_Problem_
All entries below are to be copied precisely as they appear.

_The records_
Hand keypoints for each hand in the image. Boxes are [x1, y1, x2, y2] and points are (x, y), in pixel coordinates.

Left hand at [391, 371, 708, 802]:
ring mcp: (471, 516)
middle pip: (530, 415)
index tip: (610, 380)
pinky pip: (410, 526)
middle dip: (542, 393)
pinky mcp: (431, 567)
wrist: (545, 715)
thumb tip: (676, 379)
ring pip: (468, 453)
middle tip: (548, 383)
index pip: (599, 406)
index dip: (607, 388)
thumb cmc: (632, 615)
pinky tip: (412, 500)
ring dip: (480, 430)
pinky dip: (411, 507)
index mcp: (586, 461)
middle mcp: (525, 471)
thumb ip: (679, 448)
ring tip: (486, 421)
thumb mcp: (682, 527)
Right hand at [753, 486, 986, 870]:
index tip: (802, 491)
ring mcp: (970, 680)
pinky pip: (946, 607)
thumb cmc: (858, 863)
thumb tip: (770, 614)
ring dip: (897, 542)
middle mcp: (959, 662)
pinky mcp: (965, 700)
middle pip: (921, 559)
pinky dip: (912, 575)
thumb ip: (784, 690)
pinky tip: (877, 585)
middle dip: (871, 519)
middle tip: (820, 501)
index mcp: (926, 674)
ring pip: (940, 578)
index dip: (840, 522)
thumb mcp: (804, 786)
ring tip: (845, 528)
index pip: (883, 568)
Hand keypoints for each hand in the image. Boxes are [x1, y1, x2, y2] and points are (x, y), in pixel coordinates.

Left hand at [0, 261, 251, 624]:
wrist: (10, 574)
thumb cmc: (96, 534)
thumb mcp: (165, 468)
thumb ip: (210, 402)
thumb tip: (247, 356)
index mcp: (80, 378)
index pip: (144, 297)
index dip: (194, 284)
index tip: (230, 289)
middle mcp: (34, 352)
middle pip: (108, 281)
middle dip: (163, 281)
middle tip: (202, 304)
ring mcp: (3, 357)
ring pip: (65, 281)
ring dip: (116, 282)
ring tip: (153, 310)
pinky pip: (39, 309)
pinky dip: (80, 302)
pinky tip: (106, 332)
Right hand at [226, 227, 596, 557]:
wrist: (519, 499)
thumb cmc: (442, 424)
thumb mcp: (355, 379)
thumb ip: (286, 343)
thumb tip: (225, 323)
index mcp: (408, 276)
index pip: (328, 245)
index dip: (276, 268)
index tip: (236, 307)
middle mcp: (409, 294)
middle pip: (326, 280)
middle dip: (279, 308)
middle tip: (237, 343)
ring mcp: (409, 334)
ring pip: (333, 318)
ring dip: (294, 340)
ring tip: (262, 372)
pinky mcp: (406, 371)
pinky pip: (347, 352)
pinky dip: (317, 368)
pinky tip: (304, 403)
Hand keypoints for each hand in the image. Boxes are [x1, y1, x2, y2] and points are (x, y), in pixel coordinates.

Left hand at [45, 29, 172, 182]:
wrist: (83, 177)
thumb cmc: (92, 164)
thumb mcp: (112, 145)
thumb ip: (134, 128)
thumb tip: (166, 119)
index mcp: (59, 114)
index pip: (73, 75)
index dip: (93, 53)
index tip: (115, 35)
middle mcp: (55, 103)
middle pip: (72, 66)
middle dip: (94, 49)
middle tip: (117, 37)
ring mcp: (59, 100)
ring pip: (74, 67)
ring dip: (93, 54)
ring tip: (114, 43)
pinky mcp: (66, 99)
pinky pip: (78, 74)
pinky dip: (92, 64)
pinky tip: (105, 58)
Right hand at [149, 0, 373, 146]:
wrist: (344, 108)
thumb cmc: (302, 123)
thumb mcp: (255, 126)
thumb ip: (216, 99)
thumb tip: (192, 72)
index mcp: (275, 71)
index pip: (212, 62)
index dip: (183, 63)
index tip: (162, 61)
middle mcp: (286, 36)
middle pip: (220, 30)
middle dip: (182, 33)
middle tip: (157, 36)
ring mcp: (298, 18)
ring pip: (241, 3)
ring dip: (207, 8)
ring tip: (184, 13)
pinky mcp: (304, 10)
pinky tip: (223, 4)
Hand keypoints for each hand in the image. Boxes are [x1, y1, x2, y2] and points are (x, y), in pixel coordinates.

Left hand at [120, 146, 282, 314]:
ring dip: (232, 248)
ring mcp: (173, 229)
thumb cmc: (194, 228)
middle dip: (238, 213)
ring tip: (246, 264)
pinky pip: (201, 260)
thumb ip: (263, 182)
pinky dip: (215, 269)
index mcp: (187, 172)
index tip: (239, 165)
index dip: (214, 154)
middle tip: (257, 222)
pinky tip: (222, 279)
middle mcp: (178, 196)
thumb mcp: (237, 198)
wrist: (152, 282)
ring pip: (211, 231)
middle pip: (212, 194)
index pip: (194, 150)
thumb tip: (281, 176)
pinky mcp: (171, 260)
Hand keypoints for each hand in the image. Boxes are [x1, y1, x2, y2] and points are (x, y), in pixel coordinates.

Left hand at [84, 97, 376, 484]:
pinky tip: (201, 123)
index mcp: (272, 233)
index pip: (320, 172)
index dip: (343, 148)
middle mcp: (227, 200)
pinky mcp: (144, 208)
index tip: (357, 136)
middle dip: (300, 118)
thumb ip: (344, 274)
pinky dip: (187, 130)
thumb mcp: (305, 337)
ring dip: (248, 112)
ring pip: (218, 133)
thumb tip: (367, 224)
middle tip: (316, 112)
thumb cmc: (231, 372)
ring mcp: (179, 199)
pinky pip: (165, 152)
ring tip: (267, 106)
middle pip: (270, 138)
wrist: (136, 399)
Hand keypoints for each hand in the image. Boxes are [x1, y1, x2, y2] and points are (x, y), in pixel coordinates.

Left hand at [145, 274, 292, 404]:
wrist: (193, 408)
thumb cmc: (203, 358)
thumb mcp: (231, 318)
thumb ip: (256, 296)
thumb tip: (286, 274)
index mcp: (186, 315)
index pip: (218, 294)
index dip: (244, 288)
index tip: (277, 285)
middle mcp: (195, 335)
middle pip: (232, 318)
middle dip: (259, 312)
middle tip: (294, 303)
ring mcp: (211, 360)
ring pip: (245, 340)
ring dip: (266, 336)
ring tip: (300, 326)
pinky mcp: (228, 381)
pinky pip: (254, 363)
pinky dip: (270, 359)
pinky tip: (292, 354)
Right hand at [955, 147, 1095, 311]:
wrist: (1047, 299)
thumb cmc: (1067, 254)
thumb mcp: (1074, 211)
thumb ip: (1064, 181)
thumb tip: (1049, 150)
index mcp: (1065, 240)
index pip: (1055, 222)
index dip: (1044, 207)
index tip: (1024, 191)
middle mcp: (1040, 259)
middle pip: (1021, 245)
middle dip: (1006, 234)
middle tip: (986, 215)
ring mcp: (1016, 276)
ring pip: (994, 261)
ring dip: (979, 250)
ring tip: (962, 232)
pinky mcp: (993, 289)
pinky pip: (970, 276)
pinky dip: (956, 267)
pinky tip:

_Solution_
Hand keypoints for each hand in the image. Boxes are [x1, y1, x2, y2] and points are (x, y), in pixel coordinates.

Left hand at [391, 371, 708, 802]:
ring mcp: (471, 516)
middle pip: (530, 415)
index tip: (610, 380)
pinky pip: (410, 526)
middle dip: (542, 393)
pinky mcp: (431, 567)
wrist: (545, 715)
thumb tip: (676, 379)
ring pip: (468, 453)
middle tip: (548, 383)
index pip: (599, 406)
index dip: (607, 388)
thumb cmc: (632, 615)
pinky tip: (412, 500)
ring dip: (480, 430)
pinky dip: (411, 507)
index mcp: (586, 461)
middle mcp: (525, 471)
thumb ip: (679, 448)
ring tip: (486, 421)
thumb mcp: (682, 527)
Right hand at [753, 486, 986, 870]:
index tip: (802, 491)
ring mcp: (970, 680)
pinky pip: (946, 607)
thumb cmc: (858, 863)
thumb tip: (770, 614)
ring dip: (897, 542)
middle mcp: (959, 662)
pinky mcp: (965, 700)
middle pip: (921, 559)
pinky dip: (912, 575)
thumb ip: (784, 690)
pinky tip: (877, 585)
middle dip: (871, 519)
middle tip: (820, 501)
index mcp: (926, 674)
ring pip: (940, 578)
index dip: (840, 522)
thumb mcp: (804, 786)
ring tip: (845, 528)
index pip: (883, 568)
Hand keypoints for each hand in the image. Boxes are [x1, y1, x2, y2] and points are (x, y), in pixel coordinates.

Left hand at [0, 261, 251, 624]:
wrist: (10, 574)
thumb cmc: (96, 534)
thumb mcp: (165, 468)
thumb ip: (210, 402)
thumb tip: (247, 356)
index mcp: (80, 378)
index pip: (144, 297)
index dip: (194, 284)
index tip: (230, 289)
middle mcp: (34, 352)
middle pip: (108, 281)
middle dip: (163, 281)
middle tip: (202, 304)
ring mcp: (3, 357)
ring pip: (65, 281)
ring dip: (116, 282)
ring tip: (153, 310)
pinky pip: (39, 309)
pinky dip: (80, 302)
pinky tip: (106, 332)
Right hand at [226, 227, 596, 557]:
wrist: (519, 499)
thumb cmc: (442, 424)
thumb mcp: (355, 379)
thumb ip: (286, 343)
thumb tip: (225, 323)
index mcp: (408, 276)
index pip: (328, 245)
index dip: (276, 268)
index tip: (236, 307)
middle mcp: (409, 294)
middle pip: (326, 280)
middle dip: (279, 308)
middle tip: (237, 343)
ring mcp: (409, 334)
ring pip: (333, 318)
ring dip: (294, 340)
ring tip: (262, 372)
pinky mcp: (406, 371)
pinky pip: (347, 352)
pinky dip: (317, 368)
pinky tip: (304, 403)
Hand keypoints for each hand in the image. Boxes are [x1, y1, x2, y2] and points are (x, y), in pixel coordinates.

Left hand at [45, 29, 172, 182]:
wrist: (83, 177)
thumb cmc: (92, 164)
thumb mcp: (112, 145)
thumb ip: (134, 128)
thumb tip: (166, 119)
index mcp: (59, 114)
index pip: (73, 75)
index dip: (93, 53)
index tip: (115, 35)
middle mcp: (55, 103)
middle pip: (72, 66)
middle dip: (94, 49)
middle tip: (117, 37)
ring mcp: (59, 100)
ring pip: (74, 67)
ring dip: (93, 54)
ring tip: (114, 43)
pinky mcp: (66, 99)
pinky pip: (78, 74)
pinky dip: (92, 64)
pinky tip: (105, 58)
Right hand at [149, 0, 373, 146]:
wrist: (344, 108)
thumb cmc: (302, 123)
thumb mcp: (255, 126)
thumb ip: (216, 99)
thumb tip: (192, 72)
index mcp: (275, 71)
index pip: (212, 62)
index dip: (183, 63)
index tip: (162, 61)
middle mcp: (286, 36)
middle pip: (220, 30)
middle dip: (182, 33)
middle tip: (157, 36)
ring mcp: (298, 18)
ring pip: (241, 3)
ring dip: (207, 8)
ring tip: (184, 13)
pinky mcp: (304, 10)
pinky tip: (223, 4)
Hand keypoints for each hand in the image. Boxes are [x1, y1, x2, y2] and points are (x, y), in pixel coordinates.

Left hand at [120, 146, 282, 314]:
ring dip: (232, 248)
ring mcp: (173, 229)
thumb cmc: (194, 228)
middle dip: (238, 213)
ring tip: (246, 264)
pinky pip: (201, 260)
thumb ip: (263, 182)
pinky dip: (215, 269)
index mcp: (187, 172)
index tip: (239, 165)
index dip: (214, 154)
middle tip: (257, 222)
pinky tip: (222, 279)
middle mcp: (178, 196)
thumb mcp: (237, 198)
wrist: (152, 282)
ring pip: (211, 231)
middle pip: (212, 194)
index pip: (194, 150)
thumb tip: (281, 176)
pinky mcp: (171, 260)
Hand keypoints for each hand in the image. Boxes are [x1, y1, x2, y2] and points are (x, y), in pixel coordinates.

Left hand at [84, 97, 376, 484]:
pinky tip: (201, 123)
index mcp: (272, 233)
index pip: (320, 172)
index dip: (343, 148)
middle mcp: (227, 200)
pinky mcp: (144, 208)
index tip: (357, 136)
middle dip: (300, 118)
thumb ip: (344, 274)
pinky dip: (187, 130)
thumb mcp: (305, 337)
ring dip: (248, 112)
ring pip: (218, 133)
thumb tip: (367, 224)
middle tip: (316, 112)
thumb cmc: (231, 372)
ring mcp: (179, 199)
pinky pip: (165, 152)
ring tip: (267, 106)
middle pip: (270, 138)
wrist: (136, 399)
Hand keypoints for each hand in the image. Boxes are [x1, y1, x2, y2] and points are (x, y), in pixel coordinates.

Left hand at [145, 274, 292, 404]:
wrist: (193, 408)
thumb cmc: (203, 358)
thumb mcp: (231, 318)
thumb ip: (256, 296)
thumb tip: (286, 274)
index mcp: (186, 315)
index pip: (218, 294)
index dip: (244, 288)
index tip: (277, 285)
middle mcp: (195, 335)
middle pip: (232, 318)
middle dip: (259, 312)
middle tip: (294, 303)
ring mcp: (211, 360)
ring pip: (245, 340)
ring dip: (266, 336)
ring tip: (300, 326)
pinky mcp: (228, 381)
pinky pip: (254, 363)
pinky dip: (270, 359)
pinky tip: (292, 354)
Right hand at [955, 147, 1095, 311]:
wrist: (1047, 299)
thumb cmc: (1067, 254)
thumb mcp: (1074, 211)
thumb ip: (1064, 181)
thumb tip: (1049, 150)
index mcp: (1065, 240)
index pip: (1055, 222)
index dip: (1044, 207)
index tip: (1024, 191)
middle mcp: (1040, 259)
middle pip: (1021, 245)
middle dip: (1006, 234)
middle tip: (986, 215)
ring mcp: (1016, 276)
ring pip: (994, 261)
ring dip: (979, 250)
ring tip: (962, 232)
pinky mcp: (993, 289)
pinky pip: (970, 276)
pinky dip: (956, 267)
pinky tip:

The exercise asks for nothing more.